*About this exercise*:
Find the string "Zagłoby" in the data, and copy out each line that has it.

*Data to use*:
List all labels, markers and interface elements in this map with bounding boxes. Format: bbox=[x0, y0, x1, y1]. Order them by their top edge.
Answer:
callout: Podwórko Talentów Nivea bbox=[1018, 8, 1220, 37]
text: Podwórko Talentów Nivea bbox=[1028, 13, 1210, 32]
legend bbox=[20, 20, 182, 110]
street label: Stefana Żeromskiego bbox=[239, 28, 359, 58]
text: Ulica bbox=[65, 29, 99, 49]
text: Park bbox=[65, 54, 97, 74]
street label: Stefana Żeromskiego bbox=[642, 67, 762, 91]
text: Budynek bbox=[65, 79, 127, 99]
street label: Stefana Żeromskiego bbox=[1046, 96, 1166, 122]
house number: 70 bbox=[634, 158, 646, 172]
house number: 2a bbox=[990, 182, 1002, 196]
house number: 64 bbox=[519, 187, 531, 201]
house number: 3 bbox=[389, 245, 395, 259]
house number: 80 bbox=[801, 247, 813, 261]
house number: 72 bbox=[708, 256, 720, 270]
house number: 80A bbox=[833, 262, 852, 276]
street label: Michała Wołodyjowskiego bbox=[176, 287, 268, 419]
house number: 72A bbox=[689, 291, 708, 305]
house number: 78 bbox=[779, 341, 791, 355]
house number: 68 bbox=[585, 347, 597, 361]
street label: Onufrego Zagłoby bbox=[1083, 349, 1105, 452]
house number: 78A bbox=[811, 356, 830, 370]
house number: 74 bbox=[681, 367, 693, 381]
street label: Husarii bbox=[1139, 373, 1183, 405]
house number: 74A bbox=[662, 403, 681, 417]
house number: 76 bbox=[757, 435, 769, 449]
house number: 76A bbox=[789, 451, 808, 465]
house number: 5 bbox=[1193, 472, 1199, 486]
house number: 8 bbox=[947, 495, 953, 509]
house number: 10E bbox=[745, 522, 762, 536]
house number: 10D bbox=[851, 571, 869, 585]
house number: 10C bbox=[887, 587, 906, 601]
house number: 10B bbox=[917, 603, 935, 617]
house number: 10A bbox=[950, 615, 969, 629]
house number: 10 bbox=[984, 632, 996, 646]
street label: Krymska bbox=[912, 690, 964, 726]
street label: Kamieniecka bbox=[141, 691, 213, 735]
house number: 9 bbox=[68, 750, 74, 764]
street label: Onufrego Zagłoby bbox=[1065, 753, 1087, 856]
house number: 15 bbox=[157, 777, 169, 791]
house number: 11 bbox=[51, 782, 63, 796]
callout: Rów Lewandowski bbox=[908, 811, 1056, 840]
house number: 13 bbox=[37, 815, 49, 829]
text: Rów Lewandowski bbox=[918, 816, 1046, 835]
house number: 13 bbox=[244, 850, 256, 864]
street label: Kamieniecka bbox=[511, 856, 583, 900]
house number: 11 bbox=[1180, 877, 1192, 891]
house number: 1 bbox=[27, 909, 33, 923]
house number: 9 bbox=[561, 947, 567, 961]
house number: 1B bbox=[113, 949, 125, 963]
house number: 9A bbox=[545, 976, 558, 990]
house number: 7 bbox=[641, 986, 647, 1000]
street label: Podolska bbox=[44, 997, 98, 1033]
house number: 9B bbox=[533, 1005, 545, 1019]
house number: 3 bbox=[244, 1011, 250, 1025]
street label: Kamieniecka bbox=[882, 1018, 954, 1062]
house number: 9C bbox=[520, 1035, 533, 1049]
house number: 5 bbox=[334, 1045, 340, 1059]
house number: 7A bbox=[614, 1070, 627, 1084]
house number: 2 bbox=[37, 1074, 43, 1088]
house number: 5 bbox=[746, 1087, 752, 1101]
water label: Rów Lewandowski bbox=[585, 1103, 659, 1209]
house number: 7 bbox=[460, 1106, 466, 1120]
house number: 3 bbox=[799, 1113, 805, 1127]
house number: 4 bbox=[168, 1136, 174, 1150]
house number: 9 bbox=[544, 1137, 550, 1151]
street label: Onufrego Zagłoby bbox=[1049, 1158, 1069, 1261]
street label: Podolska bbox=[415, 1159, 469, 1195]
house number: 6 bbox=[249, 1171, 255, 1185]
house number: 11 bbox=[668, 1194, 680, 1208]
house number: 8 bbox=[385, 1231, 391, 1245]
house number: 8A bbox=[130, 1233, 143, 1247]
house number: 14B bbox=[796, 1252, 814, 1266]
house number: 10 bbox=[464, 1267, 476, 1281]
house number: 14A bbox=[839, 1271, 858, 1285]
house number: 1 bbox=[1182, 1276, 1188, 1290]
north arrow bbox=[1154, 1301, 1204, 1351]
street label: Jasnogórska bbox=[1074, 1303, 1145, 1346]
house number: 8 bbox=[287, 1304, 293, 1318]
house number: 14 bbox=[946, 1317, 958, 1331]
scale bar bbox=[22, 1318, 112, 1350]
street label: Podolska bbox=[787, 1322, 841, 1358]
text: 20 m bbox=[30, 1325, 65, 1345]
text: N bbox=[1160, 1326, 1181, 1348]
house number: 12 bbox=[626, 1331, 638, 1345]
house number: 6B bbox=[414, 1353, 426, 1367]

*Written answer*:
street label: Onufrego Zagłoby bbox=[1083, 349, 1105, 452]
street label: Onufrego Zagłoby bbox=[1065, 753, 1087, 856]
street label: Onufrego Zagłoby bbox=[1049, 1158, 1069, 1261]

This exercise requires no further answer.